What is the voltage $v_3$ measured across the unknown element?

It seems that in this example Joe measured the difference $V_{1,+}-V_{1,-}=1.4V$ and then $V_{2,+}-V_{2,-}=0.8999999V$.

Shouldn't one of these be negative? That is if current is flowing clockwise, then shouldn't we have
$V_{2,+}-V_{2,-}=-0.8999999V$? And if the current is counterclockwise, then shouldn't we have $V_{1,+}-V_{1,-}=-1.4V$?

The answer to the problem is apparently $0.5V$. I assume this comes from $1.4V-0.8999999V$.

The answer I originally came up with was $-2.3V$, since I assumed that the voltage across the resistors were both of same sign, so I added them.

I think I have a good grasp of all the concepts here, but either 1) I don't or 2) the problem is somehow stated in a way that is ambiguous or incorrect.

I'm looking for someone to tell me which one it is.

 

[berkeman]

How could both of those voltages measured with the DVM be positive? That makes no physical sense, IMO.

 

[zenterix]

How could both of those voltages measured with the DVM be positive? That makes no physical sense, IMO.

So would you say the problem statement is incorrect?

 

[kuruman]

So would you say the problem statement is incorrect?

If the two resistors are obviously in series and there is a measured voltage across each one of them, the current in each resistor is the same and flowing in the same direction. This means that the point between the two resistors must be at an intermediate potential between the ends.

I would say that the problem statement is not self-consistent. Something has to give.

 

[berkeman]

So would you say the problem statement is incorrect?

As you wrote it, yes, I think it's non-physical (violates the continuity equation for charge flow). Are you sure you copied it word-for-word? Can you upload a screenshot of the question? (use the "Attach files" link below the Edit window)

 

[zenterix]

As you wrote it, yes, I think it's non-physical (violates the continuity equation for charge flow). Are you sure you copied it word-for-word? Can you upload a screenshot of the question? (use the "Attach files" link below the Edit window)

 

[berkeman]

Yeah, that's a problematic question. Two red flags: 1) The guy with the DVM is named "Joe", and 2) The problem is worth zero points. Watch out for those red flags in your future schoolwork...

 

[kuruman]

Additional red flag: $v_2=0.8999999999999999 ~$V. It seems that Joe's voltmeter is very precise but, as far as accuracy is concerned, it sucks . One thing I don't understand is why 0.5 V is given as the correct answer.

 

[Steve4Physics]

Additional red flag: $v_2=0.8999999999999999 ~$V. It seems that Joe's voltmeter is very precise

And very wide!

A poor question, as already noted.

Possibly the intention of the question is this:

The upper and lower resistors ($R_1$ and $R_2$) and the unknown component ($X$) are the only components in the loop.

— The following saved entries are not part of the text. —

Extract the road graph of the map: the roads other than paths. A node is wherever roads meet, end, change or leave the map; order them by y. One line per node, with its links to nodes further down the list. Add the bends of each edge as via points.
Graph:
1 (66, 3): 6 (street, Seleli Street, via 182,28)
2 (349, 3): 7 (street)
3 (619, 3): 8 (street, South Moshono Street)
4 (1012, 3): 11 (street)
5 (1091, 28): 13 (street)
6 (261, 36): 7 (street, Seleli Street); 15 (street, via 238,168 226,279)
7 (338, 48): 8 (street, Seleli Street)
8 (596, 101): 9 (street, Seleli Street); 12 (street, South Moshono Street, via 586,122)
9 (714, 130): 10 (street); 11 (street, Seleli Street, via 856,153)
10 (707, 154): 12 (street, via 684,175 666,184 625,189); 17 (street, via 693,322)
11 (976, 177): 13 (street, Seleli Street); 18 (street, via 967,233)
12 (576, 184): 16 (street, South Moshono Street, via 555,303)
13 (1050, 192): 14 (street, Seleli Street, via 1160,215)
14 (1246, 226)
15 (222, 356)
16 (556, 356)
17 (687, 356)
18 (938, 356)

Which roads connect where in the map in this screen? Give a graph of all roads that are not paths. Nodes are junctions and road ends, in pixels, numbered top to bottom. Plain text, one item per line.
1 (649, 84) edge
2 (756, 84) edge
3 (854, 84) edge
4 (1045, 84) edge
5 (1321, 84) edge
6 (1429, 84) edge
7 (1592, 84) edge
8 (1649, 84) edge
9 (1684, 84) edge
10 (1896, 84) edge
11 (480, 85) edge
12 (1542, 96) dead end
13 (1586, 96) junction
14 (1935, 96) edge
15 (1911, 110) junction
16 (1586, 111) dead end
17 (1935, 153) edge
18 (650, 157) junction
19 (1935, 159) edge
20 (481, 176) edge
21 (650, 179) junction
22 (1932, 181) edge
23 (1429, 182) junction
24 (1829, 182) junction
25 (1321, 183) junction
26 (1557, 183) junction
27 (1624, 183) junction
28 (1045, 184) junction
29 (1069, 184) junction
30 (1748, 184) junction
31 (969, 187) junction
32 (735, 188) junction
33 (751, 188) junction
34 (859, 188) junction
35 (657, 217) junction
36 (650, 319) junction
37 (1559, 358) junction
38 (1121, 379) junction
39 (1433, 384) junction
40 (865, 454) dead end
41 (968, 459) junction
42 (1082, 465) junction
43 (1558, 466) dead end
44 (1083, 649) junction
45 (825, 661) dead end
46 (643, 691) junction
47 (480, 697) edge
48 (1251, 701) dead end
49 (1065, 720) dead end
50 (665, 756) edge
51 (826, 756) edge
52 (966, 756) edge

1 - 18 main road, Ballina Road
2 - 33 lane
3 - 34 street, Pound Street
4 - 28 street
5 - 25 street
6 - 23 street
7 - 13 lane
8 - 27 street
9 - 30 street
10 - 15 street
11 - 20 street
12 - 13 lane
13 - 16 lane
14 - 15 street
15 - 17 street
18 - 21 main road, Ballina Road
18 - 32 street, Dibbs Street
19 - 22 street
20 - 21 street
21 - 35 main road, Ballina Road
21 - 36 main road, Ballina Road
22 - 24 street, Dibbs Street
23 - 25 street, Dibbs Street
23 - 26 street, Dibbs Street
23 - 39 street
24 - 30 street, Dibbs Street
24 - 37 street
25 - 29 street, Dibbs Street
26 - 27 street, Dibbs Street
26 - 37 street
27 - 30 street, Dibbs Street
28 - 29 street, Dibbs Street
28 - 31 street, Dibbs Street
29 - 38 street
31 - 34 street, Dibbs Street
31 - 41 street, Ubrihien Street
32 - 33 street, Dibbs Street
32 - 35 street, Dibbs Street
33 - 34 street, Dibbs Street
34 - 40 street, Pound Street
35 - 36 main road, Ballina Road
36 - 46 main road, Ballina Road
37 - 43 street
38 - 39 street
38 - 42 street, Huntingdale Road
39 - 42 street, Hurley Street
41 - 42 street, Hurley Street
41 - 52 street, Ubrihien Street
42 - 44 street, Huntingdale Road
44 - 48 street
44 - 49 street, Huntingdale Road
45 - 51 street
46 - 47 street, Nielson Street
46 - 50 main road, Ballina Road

However, although the question says these components are in ‘in series’, I’m guessing this is a silly mistake.

The ‘loop’ shown could be part of a larger circuit which isn’t shown. Arguably, this is implied in the Homework Statement by the phrase 'part of the apparatus'. For example there could be connections to other parts of the apparatus between $R_1$ and $R_2$, between $R_1$ and $X$ and between $R_2$ and $X$. So, the 3 components don’t necessarily carry the same current.

On this basis, the question is trivial - which maybe is why it carries no marks

For convenience, take the junction between $R_1$ and $R_2$ as 0V.

The potential at the top of $R_1$, and hence at the top of $X$ is $1.4V$.

The potential at the bottom of $R_2$, and hence at the bottom of $X$ is $0.9V$.

The p.d. (ignoring any sign issues) across $X$ is therefore $V_3 = 1.4V - 0.9V = 0.5V$ as required.

 

[berkeman]

And very wide!

(Joe was using it in Landscape mode...)

 

[DaveE]

View attachment 328954

Not the first poorly written HW problem. It surely won't be the last.

I would interpret it as you did where $v_1=1.4v$ should be $|v_1|=1.4v$, etc.

Also, kind of nitpicking, $0.99999 \neq 1$, but $0.99999... = 1$.